上世纪七十年代唐明春探望王近山,提议两家联姻却遭到老首长当场拒绝翻脸
1946年初夏,陇海铁路以北炮声不断,晋冀鲁豫野战军只有不到六万兵力,却要正面迎击蒋介石甫从关中抽调来的三十万大军。刘伯承、邓小平在前线指示各纵队自行求解生机,六纵指挥所里气氛绷得像拉满的弓弦。就在此刻,王近山把地图往桌上一铺,目光转向副团政委唐明春:“这口硬骨头,咱俩来嚼。”
敌整编三师的先头第五十九团扎在大杨湖畔,碉堡、壕沟、机枪网一应俱全。王近山原拟采用正面强攻,却发现三个营接连受挫,夜幕降临前,他索性作出临时调整——将四十六团和四十七团的指挥权交给唐明春。用人在生死瞬间见真章,这种“随手摘星”的安排颇违常规,却符合王近山的行事风格:看谁敢在近身肉搏时把局面翻过来。
唐明春不客气,他把两团分割成六个突击分队,让爆破手先切铁丝,再让火箭筒连点碉堡死角,拂晓前一轮冲锋,敌右翼被撕开缺口。紧跟着,他带人钻入壕沟,顺势从背后掏洞包夹。战斗不到两个时辰,敌第五十九团土崩瓦解。大杨湖烟雾散尽,六纵手里多了千余支美械,唐明春也因此一战成名。
从此以后,王近山打攻坚几乎离不开这个“二号冲锋手”。襄樊、淮海、渡江、大西南,一路突击模式如旧:前夜简短训话,唐明春领命,拂晓冲锋。淮海战役黄维兵团突围那晚,王近山看天色灰白,用半句豫语丢下命令:“还是老规矩,你在前头。”唐明春应声而去,凌晨三点切断敌退路,为六纵赢得扩大战果的黄金两小时。战后有人议论,他明明可以凭资历提师级,可他偏乐意待在“枪口上”,理由只有一句:“王司令让我冲,我就冲。”
解放后,两人先后进了北京。王近山忙于训练装甲兵,唐明春转去院校带兵,但彼此门槛常踩。周末的院子里,炊烟混着茶香,唐明春给一个扎着羊角辫的小姑娘讲“大杨湖的爆破声”。那孩子叫王媛媛,户口本写的是朱铁民的女儿——朱是王近山的老驾驶员,内战结束时王近山无暇顾家,干脆把女儿托付给这位老部下。
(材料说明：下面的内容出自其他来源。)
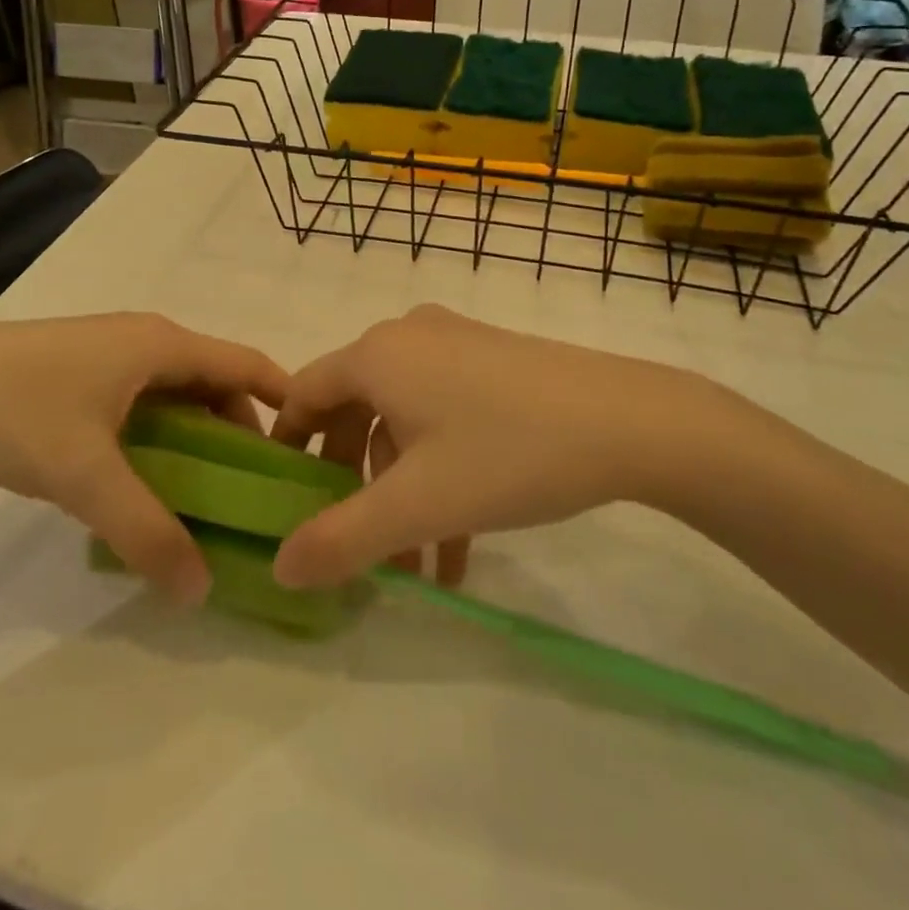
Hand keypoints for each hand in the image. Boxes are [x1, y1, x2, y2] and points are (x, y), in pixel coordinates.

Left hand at [0, 315, 286, 603]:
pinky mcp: (79, 374)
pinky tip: (147, 477)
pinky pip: (143, 401)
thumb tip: (201, 588)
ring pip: (176, 394)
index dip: (286, 400)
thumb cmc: (13, 414)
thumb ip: (147, 531)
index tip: (312, 449)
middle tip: (255, 492)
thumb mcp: (84, 476)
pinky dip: (161, 435)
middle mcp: (144, 340)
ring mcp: (109, 354)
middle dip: (241, 432)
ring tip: (208, 493)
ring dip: (198, 436)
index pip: (247, 363)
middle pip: (215, 382)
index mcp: (161, 344)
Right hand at [269, 305, 765, 588]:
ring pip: (404, 422)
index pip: (303, 394)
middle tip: (352, 544)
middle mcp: (408, 338)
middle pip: (354, 411)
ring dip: (402, 493)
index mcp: (377, 355)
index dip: (286, 446)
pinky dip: (440, 473)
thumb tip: (279, 568)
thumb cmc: (508, 453)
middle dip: (352, 486)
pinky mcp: (492, 363)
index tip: (280, 497)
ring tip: (417, 571)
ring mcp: (455, 345)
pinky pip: (443, 415)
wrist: (629, 422)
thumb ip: (340, 540)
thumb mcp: (417, 505)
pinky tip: (460, 544)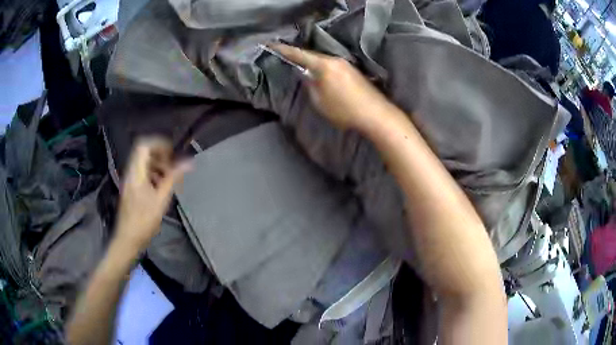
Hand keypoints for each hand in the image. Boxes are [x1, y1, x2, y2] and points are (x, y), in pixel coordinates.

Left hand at [115, 138, 190, 250]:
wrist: (127, 238)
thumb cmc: (144, 221)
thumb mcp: (161, 200)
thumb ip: (173, 178)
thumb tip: (188, 162)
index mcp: (136, 173)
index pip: (143, 145)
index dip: (158, 143)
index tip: (172, 153)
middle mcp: (130, 172)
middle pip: (143, 152)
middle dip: (160, 155)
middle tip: (172, 166)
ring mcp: (129, 180)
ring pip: (143, 162)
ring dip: (157, 165)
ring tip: (169, 178)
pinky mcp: (130, 187)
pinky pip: (142, 172)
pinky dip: (153, 173)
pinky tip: (161, 187)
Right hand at [270, 43, 391, 129]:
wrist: (375, 114)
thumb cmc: (344, 110)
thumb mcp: (320, 101)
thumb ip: (310, 85)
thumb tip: (306, 74)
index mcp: (324, 65)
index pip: (300, 54)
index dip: (284, 50)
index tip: (271, 45)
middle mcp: (335, 60)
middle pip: (313, 56)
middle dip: (299, 56)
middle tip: (287, 58)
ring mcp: (346, 64)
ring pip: (323, 60)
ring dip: (312, 63)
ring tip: (302, 67)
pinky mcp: (353, 71)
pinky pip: (332, 66)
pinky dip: (323, 68)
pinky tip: (321, 75)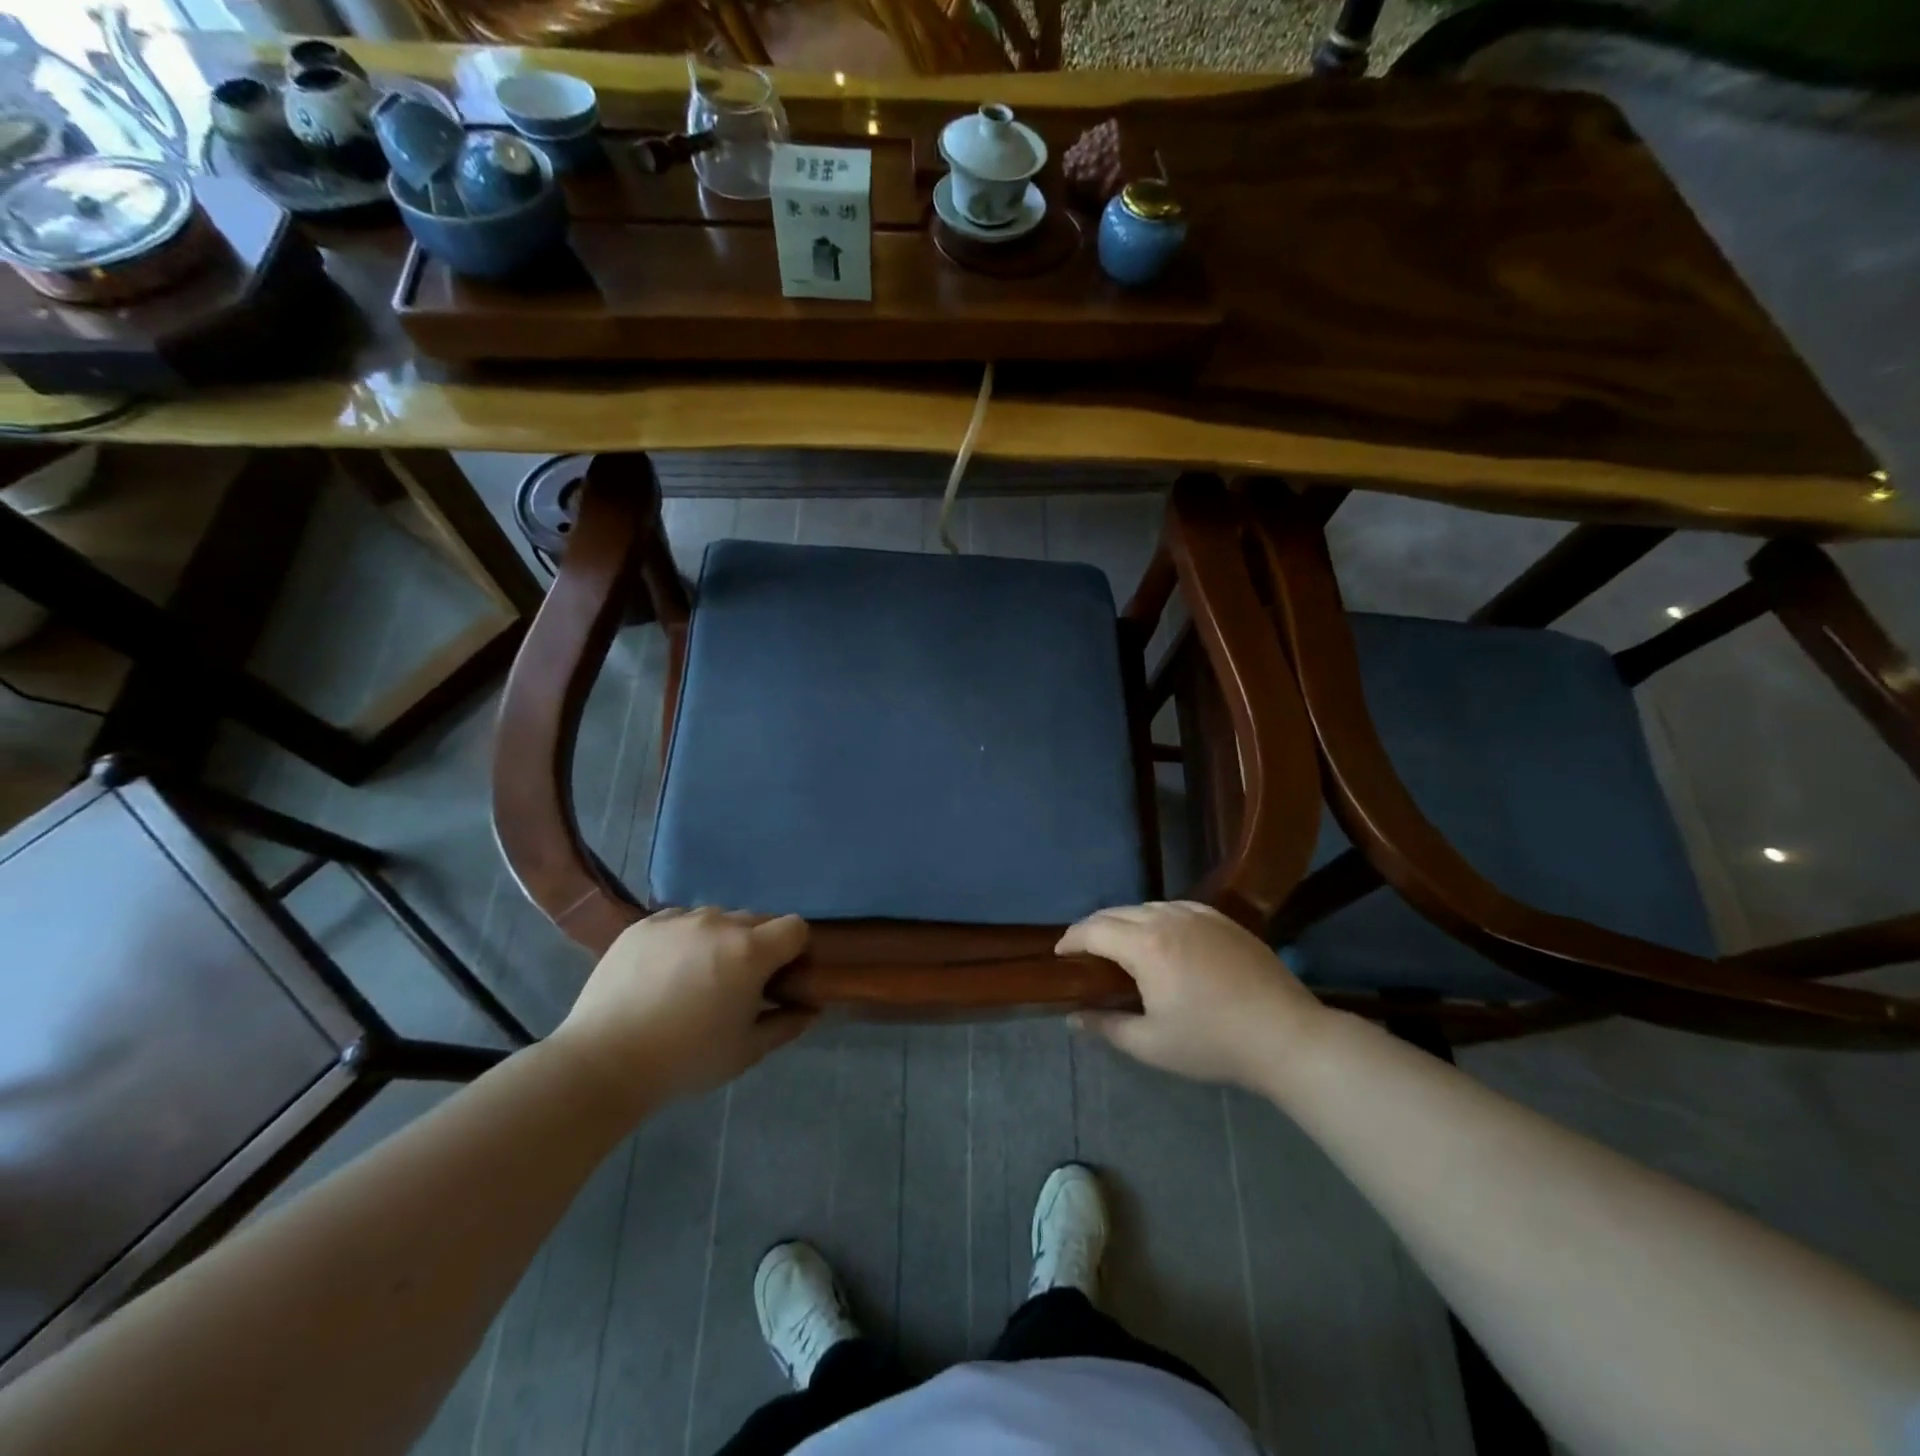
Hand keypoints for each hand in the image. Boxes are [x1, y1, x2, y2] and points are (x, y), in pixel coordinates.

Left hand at [552, 908, 813, 1117]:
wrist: (603, 1062)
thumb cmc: (685, 1060)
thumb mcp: (746, 1051)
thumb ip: (787, 1024)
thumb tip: (811, 1007)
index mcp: (750, 950)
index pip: (795, 927)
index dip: (795, 950)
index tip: (782, 978)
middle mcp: (718, 922)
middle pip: (757, 920)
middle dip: (758, 946)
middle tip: (738, 984)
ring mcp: (678, 919)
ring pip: (716, 919)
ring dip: (720, 940)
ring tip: (696, 978)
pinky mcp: (644, 924)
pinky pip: (679, 921)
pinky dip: (683, 940)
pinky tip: (665, 974)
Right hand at [1058, 901, 1328, 1089]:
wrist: (1286, 1036)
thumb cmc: (1213, 1043)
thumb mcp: (1151, 1045)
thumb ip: (1106, 1027)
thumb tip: (1072, 1017)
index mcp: (1145, 945)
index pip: (1093, 930)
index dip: (1071, 940)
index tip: (1059, 955)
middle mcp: (1167, 918)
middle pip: (1117, 912)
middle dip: (1094, 928)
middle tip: (1084, 953)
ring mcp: (1198, 915)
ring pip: (1146, 906)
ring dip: (1124, 921)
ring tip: (1120, 946)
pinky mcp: (1222, 920)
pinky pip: (1175, 907)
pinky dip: (1156, 917)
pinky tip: (1162, 937)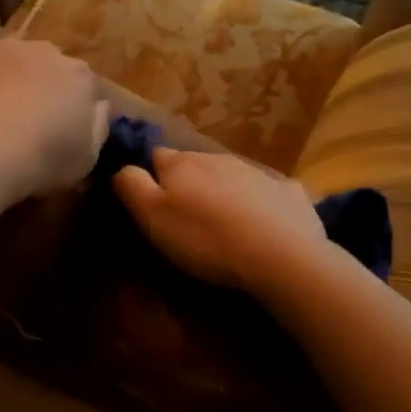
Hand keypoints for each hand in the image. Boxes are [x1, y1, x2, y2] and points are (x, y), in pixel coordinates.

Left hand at [0, 21, 109, 201]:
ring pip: (14, 49)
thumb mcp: (87, 157)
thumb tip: (101, 106)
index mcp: (80, 78)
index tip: (65, 125)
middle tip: (30, 113)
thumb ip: (98, 127)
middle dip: (44, 80)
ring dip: (11, 66)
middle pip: (50, 61)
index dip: (75, 102)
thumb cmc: (45, 158)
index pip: (85, 82)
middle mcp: (46, 52)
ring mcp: (4, 48)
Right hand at [113, 147, 328, 290]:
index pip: (156, 156)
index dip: (150, 176)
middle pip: (194, 164)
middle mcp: (219, 158)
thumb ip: (131, 186)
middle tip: (185, 217)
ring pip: (230, 175)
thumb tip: (122, 168)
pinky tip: (262, 225)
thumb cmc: (205, 239)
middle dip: (188, 183)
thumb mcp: (152, 217)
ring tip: (221, 224)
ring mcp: (257, 173)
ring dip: (222, 192)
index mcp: (182, 164)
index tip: (149, 200)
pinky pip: (267, 192)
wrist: (280, 255)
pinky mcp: (288, 193)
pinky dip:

唐明春夫妇很疼她,逢年过节总是两套礼物:一份写“侄女”,一份写“干闺女”。
时间推到1972年,王近山因胃部旧疾住进总院。探视名单里,唐明春排在最前。他坐在病床边,先聊战史,又谈家常,末了压低声音:“老首长,咱俩并肩这么多年,若让小媛媛和我家小子凑个伴,两家能更亲。”病房内静得只剩点滴声。王近山侧身坐起,语速很慢:“军功归军功,孩子的事各有命。”话说到这份上,谁都听出拒绝的意思。护士推门进来,气氛才算散开。
外人只看到上级回绝了部下,却未必知道背后隐情。当时王媛媛刚从合肥某部训练归来,正陷在一场无疾而终的恋爱风波——对方是北京卫戍区的一名排长,也是王近山旧部之子。由于工作调动,两人不欢而散。此事触动了王近山的家教底线,他不愿再让女儿陷入人为安排的婚姻,也不想因战友情让晚辈失去选择。唐明春误踩雷区,全无先兆,自然吃了闭门羹。
之后的几年,两家往来减少,但没彻底断线。唐明春回四川任职,每逢探亲仍给王媛媛寄书信,落款常写“唐伯伯”。1980年代,王近山去世,追悼会的花圈里就有唐明春一份。2005年7月,唐明春病逝成都军区医院,告别大厅里出现了一位中年女士,她替两家握住了彼此的手,她说:“唐伯伯,我来看您。”旁人认出,那正是王媛媛。
回溯二十世纪风云,战场决策靠胆识,家事抉择重分寸。王近山当年敢把整建制交给唐明春,却不肯把女儿交出去;唐明春明白前者是公义,后者是私情,最终选择尊重。岁月把硝烟裹进史书,也让两家人学会在距离中保存敬意。唐明春的灵堂侧墙挂着一张泛黄照片,镜头里他和王近山肩并肩,军衣满是战尘。有人低声感慨:“照片里是战友,照片外还是战友,只是领域不同罢了。”